Why Brazil’s already won
Simon Kuper
By Simon Kuper
Strolling on Copacabana, you realise that a first-rate beach should be a compulsory element at all future World Cups
My team, Holland, had just completed an improbable victory, and I was floating in a swimming pool in Brasília. Tropical birds chirped in the trees above, and friends chirped in the water around me. It was then that I had a eureka moment: of the seven straight World Cups I’ve been to since 1990, this is the best. And that’s an unbiased Olympian judgment. As Nigeria’s coach Stephen Keshi said straight after being knocked out: “So far it’s been wonderful.” The task now is to work out exactly why, so that we can bottle the Brazilian feeling and reuse it in Russia in 2018 and Qatar in 2022.
The first element is attacking football. Most games at most World Cups are boring. Sitting through horrors like Japan-Paraguay in Pretoria in 2010, I’ve often thought, “Why is anyone watching this?” But with 10 matches left to play in Brazil, there had already been more goals than in the 2006 or 2010 World Cups. My theory is that since the early 1990s, live televising of matches has increasingly pushed football to create more entertaining content. Gradually, the game has become more attacking.

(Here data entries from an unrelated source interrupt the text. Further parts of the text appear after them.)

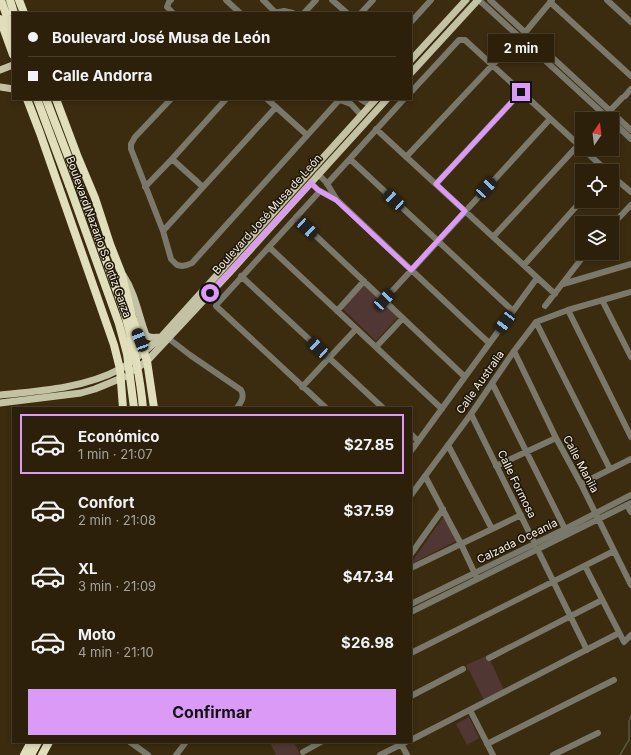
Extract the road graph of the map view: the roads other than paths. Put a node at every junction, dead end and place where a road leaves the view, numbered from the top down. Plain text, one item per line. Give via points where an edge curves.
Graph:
1 (1, 0) edge
2 (10, 0) edge
3 (19, 0) edge
4 (171, 0) edge
5 (226, 0) edge
6 (263, 0) edge
7 (316, 0) edge
8 (332, 0) edge
9 (373, 0) edge
10 (432, 0) edge
11 (466, 0) edge
12 (478, 0) edge
13 (490, 0) edge
14 (607, 0) edge
15 (551, 1) edge
16 (14, 12) edge
17 (24, 12) edge
18 (172, 12) edge
19 (239, 12) edge
20 (274, 12) edge
21 (305, 12) edge
22 (346, 12) edge
23 (362, 12) edge
24 (0, 19) edge
25 (412, 21) edge
26 (631, 22) edge
27 (12, 31) edge
28 (525, 32) junction
29 (520, 37) junction
30 (514, 42) dead end
31 (12, 51) edge
32 (412, 59) edge
33 (12, 65) edge
34 (492, 65) junction
35 (0, 70) edge
36 (412, 71) edge
37 (631, 76) edge
38 (0, 87) edge
39 (12, 89) edge
40 (631, 89) edge
41 (412, 91) edge
42 (521, 92) junction
43 (27, 100) edge
44 (37, 100) edge
45 (46, 100) edge
46 (56, 100) edge
47 (170, 100) edge
48 (225, 100) edge
49 (268, 100) edge
50 (338, 100) edge
51 (342, 100) edge
52 (361, 100) edge
53 (375, 100) edge
54 (386, 100) edge
55 (403, 100) edge
56 (370, 106) junction
57 (276, 107) junction
58 (610, 110) junction
59 (600, 112) edge
60 (361, 115) junction
61 (550, 119) junction
62 (619, 128) edge
63 (376, 129) junction
64 (631, 130) edge
65 (307, 135) junction
66 (631, 139) edge
67 (575, 141) edge
68 (575, 152) edge
69 (77, 155) junction
70 (325, 155) junction
71 (591, 156) edge
72 (406, 157) junction
73 (172, 159) junction
74 (350, 159) junction
75 (600, 164) edge
76 (62, 166) junction
77 (318, 174) junction
78 (78, 182) junction
79 (619, 182) edge
80 (311, 183) junction
81 (327, 184) junction
82 (436, 184) junction
83 (145, 186) junction
84 (203, 187) junction
85 (320, 191) junction
86 (631, 192) edge
87 (336, 200) junction
88 (64, 205) junction
89 (631, 205) edge
90 (575, 208) edge
91 (465, 211) junction
92 (296, 217) junction
93 (619, 218) edge
94 (163, 231) junction
95 (493, 237) junction
96 (438, 241) junction
97 (269, 247) junction
98 (580, 260) edge
99 (631, 264) edge
100 (524, 266) junction
101 (411, 270) junction
102 (121, 272) junction
103 (242, 276) junction
104 (537, 278) junction
105 (364, 281) junction
106 (563, 284) junction
107 (631, 292) edge
108 (555, 294) junction
109 (384, 300) junction
110 (602, 300) junction
111 (545, 306) dead end
112 (568, 310) junction
113 (337, 311) junction
114 (513, 311) junction
115 (403, 318) junction
116 (536, 322) junction
117 (356, 328) junction
118 (136, 329) junction
119 (161, 337) junction
120 (168, 338) junction
121 (489, 343) junction
122 (114, 345) junction
123 (376, 347) junction
124 (144, 351) junction
125 (514, 351) junction
126 (631, 357) edge
127 (329, 358) junction
128 (147, 361) junction
129 (120, 369) junction
130 (465, 377) junction
131 (121, 378) junction
132 (492, 383) junction
133 (302, 387) junction
134 (46, 390) junction
135 (122, 393) junction
136 (0, 395) edge
137 (66, 395) junction
138 (153, 397) junction
139 (0, 403) edge
140 (123, 407) edge
141 (134, 407) edge
142 (143, 407) edge
143 (154, 407) edge
144 (238, 407) edge
145 (325, 407) edge
146 (382, 407) edge
147 (442, 409) junction
148 (471, 414) junction
149 (412, 435) edge
150 (631, 437) edge
151 (556, 438) junction
152 (418, 441) junction
153 (448, 445) junction
154 (412, 450) edge
155 (526, 451) junction
156 (631, 459) edge
157 (496, 466) junction
158 (610, 469) junction
159 (425, 476) junction
160 (580, 484) junction
161 (412, 494) edge
162 (631, 495) edge
163 (629, 504) edge
164 (442, 509) junction
165 (631, 512) edge
166 (521, 515) junction
167 (597, 516) junction
168 (492, 529) junction
169 (565, 529) junction
170 (461, 544) junction
171 (536, 547) junction
172 (614, 551) junction
173 (412, 553) edge
174 (585, 566) junction
175 (412, 568) edge
176 (475, 572) junction
177 (478, 579) junction
178 (554, 582) junction
179 (631, 585) edge
180 (602, 600) junction
181 (412, 604) edge
182 (412, 612) edge
183 (570, 616) junction
184 (619, 633) junction
185 (631, 635) edge
186 (587, 650) junction
187 (412, 652) edge
188 (489, 658) dead end
189 (462, 669) dead end
190 (614, 680) dead end
191 (412, 695) edge
192 (470, 710) junction
193 (598, 733) dead end
194 (412, 739) edge
195 (30, 743) edge
196 (37, 743) edge
197 (48, 743) edge
198 (134, 743) edge
199 (185, 743) edge
200 (320, 743) edge
201 (403, 743) edge
202 (487, 744) junction
203 (303, 752) dead end
204 (24, 755) edge
205 (31, 755) edge
206 (42, 755) edge
207 (148, 755) edge
208 (176, 755) edge
209 (380, 755) edge
210 (407, 755) edge
211 (493, 755) edge
212 (553, 755) edge

1 - 27 highway
2 - 16 highway
3 - 17 highway
4 - 18 street via 168,7
5 - 19 street
6 - 20 street
7 - 21 street
8 - 22 street
9 - 23 street
10 - 25 street
11 - 32 main road
12 - 29 street
12 - 36 main road
13 - 28 street
14 - 26 street
15 - 28 street
15 - 37 street
24 - 31 highway
28 - 29 street
28 - 58 street
29 - 59 street
30 - 34 street
33 - 35 main road
34 - 41 street via 463,40 459,40
34 - 42 street
34 - 72 street
38 - 39 main road
40 - 58 street
42 - 61 street
42 - 82 street
43 - 88 highway
44 - 76 highway, Boulevard Nazario S. Ortiz Garza
45 - 78 highway, Boulevard Nazario S. Ortiz Garza
46 - 69 highway
47 - 83 street via 131,144
48 - 73 street
49 - 57 street
50 - 65 street
51 - 60 street via 351,104
52 - 56 street
53 - 56 main road, Boulevard José Musa de León
54 - 77 main road, Boulevard José Musa de León
55 - 63 street
56 - 60 main road, Boulevard José Musa de León
57 - 65 street
57 - 84 street
58 - 64 street
60 - 70 main road, Boulevard José Musa de León
61 - 67 street
61 - 91 street
62 - 66 street
63 - 72 street
63 - 74 street
65 - 94 street via 192,263 182,266 171,259
68 - 95 street
69 - 78 highway
69 - 102 highway
70 - 80 main road via 312,174
70 - 119 main road, Boulevard José Musa de León
71 - 75 street
72 - 82 street
73 - 83 street
73 - 84 street
74 - 81 street
74 - 96 street
76 - 88 highway
76 - 141 highway, Boulevard Nazario S. Ortiz Garza, bridge via 119,324 128,361
77 - 80 main road, Boulevard José Musa de León
77 - 81 street
78 - 142 highway, Boulevard Nazario S. Ortiz Garza, bridge via 124,311 137,363
79 - 86 street
80 - 85 street
80 - 120 main road, Boulevard José Musa de León
81 - 87 street
82 - 91 street
83 - 94 street
84 - 94 street
85 - 87 street
85 - 92 street
87 - 101 street
88 - 122 highway
89 - 93 street
90 - 100 street
91 - 95 street
91 - 96 street
92 - 97 street
92 - 105 street
95 - 100 street
96 - 101 street
96 - 114 street
97 - 103 street
97 - 113 street
98 - 106 street
99 - 106 street
100 - 104 street
101 - 109 street
101 - 121 street
102 - 118 highway
102 - 119 main road via 135,298 146,335 151,338
103 - 127 street
103 - 133 street via 216,306
104 - 108 street
104 - 114 street
105 - 109 street
105 - 113 street
106 - 108 street
107 - 110 street
108 - 111 street
109 - 115 street
110 - 112 street
110 - 126 street
112 - 116 street
112 - 150 street
113 - 117 street
114 - 121 street
115 - 123 street
115 - 130 street
116 - 125 street, Calle Australia
116 - 158 street
117 - 123 street
117 - 127 street
118 - 122 highway via 134,338 127,344
118 - 124 highway
119 - 124 main road, Boulevard José Musa de León
120 - 128 main road, Boulevard José Musa de León
120 - 144 street via 241,390 243,395
121 - 130 street
122 - 129 highway
123 - 147 street
124 - 128 highway
124 - 129 main road, Boulevard José Musa de León
125 - 132 street, Calle Australia
125 - 151 street, Calle Manila
127 - 133 street
127 - 146 street
128 - 131 main road, Boulevard José Musa de León
128 - 138 highway
129 - 131 highway
129 - 134 main road, Boulevard José Musa de León via 90,382
130 - 147 street
131 - 135 highway
131 - 137 main road, Boulevard José Musa de León via 95,389
132 - 148 street, Calle Australia
132 - 155 street
133 - 145 street
134 - 136 main road, Boulevard José Musa de León
134 - 137 main road
135 - 138 highway via 126,389 134,388
135 - 140 highway
137 - 139 main road, Boulevard José Musa de León
138 - 143 highway
147 - 152 street
148 - 153 street, Calle Australia
148 - 157 street, Calle Formosa
149 - 152 street
151 - 155 street
151 - 160 street, Calle Manila
152 - 154 street
153 - 159 street, Calle Australia
153 - 168 street
155 - 157 street
155 - 169 street
156 - 158 street
157 - 166 street, Calle Formosa
158 - 160 street
159 - 161 street, Calle Australia
159 - 164 street
160 - 167 street, Calle Manila
162 - 167 street, Calzada Oceanía
163 - 165 street
163 - 167 street, Calzada Oceanía
164 - 170 street
164 - 173 street
166 - 168 street
166 - 171 street, Calle Formosa
167 - 169 street, Calzada Oceanía
167 - 171 street, Calzada Oceanía
167 - 172 street, Calle Manila
168 - 170 street
169 - 171 street, Calzada Oceanía
170 - 175 street
170 - 176 street
171 - 176 street, Calzada Oceanía
171 - 177 street, Calzada Oceanía
171 - 178 street, Calle Formosa
172 - 174 street
172 - 179 street, Calle Manila
174 - 178 street
174 - 180 street
176 - 177 street
176 - 181 street, Calzada Oceanía
177 - 182 street, Calzada Oceanía
178 - 183 street, Calle Formosa
178 - 187 street
180 - 183 street
180 - 184 street
183 - 186 street, Calle Formosa
183 - 188 street
184 - 185 street via 624,642
184 - 186 street
186 - 192 street
189 - 191 street
190 - 202 street
192 - 194 street
192 - 202 street
193 - 212 street
195 - 204 highway
196 - 205 highway
197 - 206 highway
198 - 207 street
199 - 208 street
200 - 203 street
201 - 209 street
201 - 210 street
202 - 211 street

The second reason this World Cup works: Brazil. Partly it’s the hot sun, especially after the South African Highveld winter in 2010. Partly it’s the beaches. When you spend your first free afternoon in 20 days strolling along Copacabana, you realise that a first-rate beach should be a compulsory element of all future World Cups, like first-rate stadiums. This is the one thing the Germans didn’t provide in 2006.
A third element that no World Cup should be without: Brazilians. If you live in Paris, it’s disorienting to come to a country where almost everybody is nice. I had a different kind of culture shock in Japan at the World Cup 2002: everybody was polite. In Brazil, even military policemen give you a friendly rub on the back as you pass (if you are a middle-class white foreigner, anyway).
In fact the Brazilians have been giving me a free one-month course in anger management. If you have a bad personality, as I do, then being a journalist at a World Cup tends to bring it out. You rarely sleep. You’re overworked. You’re always queueing at airports and stadiums, or being jostled by thousands of other tired, overworked men in overlit “stadium media centres”.
Some people lose it. As World Cups progress, fights in the media centres become more frequent. But mixing with Brazilians, you learn to deal with setbacks with grace. The taxi you ordered to rush you to the airport didn’t come? Now you’re stuck in traffic? Sit back and relax. Watching the footballers completes the anger-management course. Here are young men, losing the most important matches of their lives while other young men kick and bite them, yet most manage to restrain themselves and shake hands afterwards. I’d bite back. (I’m only slowly discovering the solution to most human problems: earplugs.)
Another pleasure: this is a World Cup without fear. The first few tournaments I went to were overshadowed by obsessive fear of hooligans. (When two British friends and I arrived at a tiny Italian border post for the World Cup 1990, the customs officials didn’t want to let us into Italy on the grounds that we were probably English hooligans.) The World Cups after 9/11 were overshadowed by obsessive fear of terrorists. The World Cup of 2010 was overshadowed by obsessive fear of South African crime.
My wife’s final instruction before I flew to Brazil was: “Don’t get killed.” The Brazilian murder rate is high, though probably the riskiest thing you can do here is driving. But things feel safe in the tourist areas, which are currently flooded with police. At night Rio and São Paulo are humming with people, whereas Johannesburg pretty much closes down. I’m not sure if that’s because Rio and São Paulo are safer but it’s nice anyway.
Usually, the best moments at a World Cup are when you briefly escape the World Cup. Early in the tournament, I made what will probably be my only visit ever to the Amazon. I spent 30 hours there, mostly watching football in bars. But on my only morning, I went out for a walk in Manaus, turned off an ugly industrial street and suddenly saw the great river lapping at the end of a cul-de-sac. A man in shorts was standing in the water, shampooing his hair. Roosters pecked through rubbish. I communed with them for about five minutes. Then I went to watch England-Italy.
Every World Cup is fascinating. The tournament dramatises the role of luck in history, teaches us the psychology of biting, offers glimpses of human genius, lets us peer into the collective Uruguayan soul and briefly creates a global conversation. If I have one regret, it’s that Uruguay’s coach Oscar Tabárez is wrong: the British media isn’t a cabal that controls the world. If only it were true.